There's a C++ comparison to get union of lists from lists of lists: The fastest way to find union of sets
And there's several other python related questions but none suggest the fastest way to unionize the lists:
From the answers, I've gathered that there are at least 2 ways to do it:
>>> from itertools import chain
>>> x = [[1,2,3], [3,4,5], [1,7,8]]
>>> list(set().union(*x))
[1, 2, 3, 4, 5, 7, 8]
>>> list(set(chain(*x)))
[1, 2, 3, 4, 5, 7, 8]
Note that I'm casting the set to list afterwards because I need the order of the list to be fixed for further processing.
After some comparison, it seems like list(set(chain(*x)))

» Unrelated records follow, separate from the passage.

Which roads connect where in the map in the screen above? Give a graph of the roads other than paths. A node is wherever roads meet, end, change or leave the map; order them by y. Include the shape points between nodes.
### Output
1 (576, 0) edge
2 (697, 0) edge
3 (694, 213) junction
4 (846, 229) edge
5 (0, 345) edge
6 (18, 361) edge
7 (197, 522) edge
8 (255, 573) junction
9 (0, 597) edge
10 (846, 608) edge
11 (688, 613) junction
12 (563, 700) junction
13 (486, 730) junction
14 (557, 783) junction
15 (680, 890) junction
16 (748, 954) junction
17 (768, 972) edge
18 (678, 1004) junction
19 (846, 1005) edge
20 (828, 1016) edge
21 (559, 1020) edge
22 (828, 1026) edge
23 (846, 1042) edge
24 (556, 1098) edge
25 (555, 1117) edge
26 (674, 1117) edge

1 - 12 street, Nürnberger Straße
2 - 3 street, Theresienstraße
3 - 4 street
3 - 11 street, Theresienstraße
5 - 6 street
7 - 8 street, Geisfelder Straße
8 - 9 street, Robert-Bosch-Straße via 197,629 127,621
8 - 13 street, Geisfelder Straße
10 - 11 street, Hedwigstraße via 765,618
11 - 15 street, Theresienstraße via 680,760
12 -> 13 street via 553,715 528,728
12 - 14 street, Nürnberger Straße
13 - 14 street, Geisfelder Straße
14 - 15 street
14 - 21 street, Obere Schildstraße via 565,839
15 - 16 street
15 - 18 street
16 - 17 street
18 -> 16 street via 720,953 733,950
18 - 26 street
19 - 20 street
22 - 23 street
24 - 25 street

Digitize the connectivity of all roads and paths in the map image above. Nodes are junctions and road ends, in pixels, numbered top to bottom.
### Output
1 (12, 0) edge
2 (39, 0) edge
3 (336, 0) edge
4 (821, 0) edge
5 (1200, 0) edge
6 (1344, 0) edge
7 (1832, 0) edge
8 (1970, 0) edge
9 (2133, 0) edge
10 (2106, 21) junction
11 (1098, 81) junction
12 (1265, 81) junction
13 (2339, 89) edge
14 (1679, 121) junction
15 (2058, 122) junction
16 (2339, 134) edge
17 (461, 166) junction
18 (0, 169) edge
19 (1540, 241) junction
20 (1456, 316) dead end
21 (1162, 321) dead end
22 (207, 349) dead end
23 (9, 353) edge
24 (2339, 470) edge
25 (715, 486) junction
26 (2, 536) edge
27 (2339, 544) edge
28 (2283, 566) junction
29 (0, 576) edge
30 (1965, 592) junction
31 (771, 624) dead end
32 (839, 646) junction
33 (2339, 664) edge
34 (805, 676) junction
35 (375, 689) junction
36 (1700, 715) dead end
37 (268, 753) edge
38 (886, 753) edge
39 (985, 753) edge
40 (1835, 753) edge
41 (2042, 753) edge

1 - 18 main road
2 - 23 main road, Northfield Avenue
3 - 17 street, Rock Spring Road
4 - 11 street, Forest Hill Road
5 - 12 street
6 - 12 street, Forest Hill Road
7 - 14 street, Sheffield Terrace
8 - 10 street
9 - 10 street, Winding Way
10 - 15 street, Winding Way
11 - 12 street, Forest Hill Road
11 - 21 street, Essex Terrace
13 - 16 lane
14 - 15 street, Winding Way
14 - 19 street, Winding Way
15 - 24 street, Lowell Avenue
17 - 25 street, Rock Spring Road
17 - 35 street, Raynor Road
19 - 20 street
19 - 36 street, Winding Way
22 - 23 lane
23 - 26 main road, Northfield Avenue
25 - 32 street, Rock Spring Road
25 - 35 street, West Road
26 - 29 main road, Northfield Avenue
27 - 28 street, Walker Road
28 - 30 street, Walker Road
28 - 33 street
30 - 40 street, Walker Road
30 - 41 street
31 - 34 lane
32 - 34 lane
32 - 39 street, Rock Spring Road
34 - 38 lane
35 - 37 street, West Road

is more stable and takes less time:
from itertools import chain
import time
import random
# Dry run.
x = [[random.choice(range(10000))
for i in range(10)] for j in range(10)]
list(set().union(*x))
list(set(chain(*x)))
y_time = 0
z_time = 0
for _ in range(1000):
x = [[random.choice(range(10000))
for i in range(10)] for j in range(10)]
start = time.time()
y = list(set().union(*x))
y_time += time.time() - start
#print 'list(set().union(*x)):\t', y_time
start = time.time()
z = list(set(chain(*x)))
z_time += time.time() - start
#print 'list(set(chain(*x))):\t', z_time
assert sorted(y) == sorted(z)
#print
print y_time / 1000.
print z_time / 1000.
[out]:
1.39586925507e-05
1.09834671021e-05
Taking out the variable of casting sets to list:
y_time = 0
z_time = 0
for _ in range(1000):
x = [[random.choice(range(10000))
for i in range(10)] for j in range(10)]
start = time.time()
y = set().union(*x)
y_time += time.time() - start
start = time.time()
z = set(chain(*x))
z_time += time.time() - start
assert sorted(y) == sorted(z)
print y_time / 1000.
print z_time / 1000.
[out]:
1.22241973877e-05
1.02684497833e-05
Here's the full output when I try to print the intermediate timings (without list casting): http://pastebin.com/raw/y3i6dXZ8
Why is it that list(set(chain(*x)))
takes less time than list(set().union(*x))
?
Is there another way of achieving the same union of lists? Using numpy
or pandas
or sframe
or something? Is the alternative faster?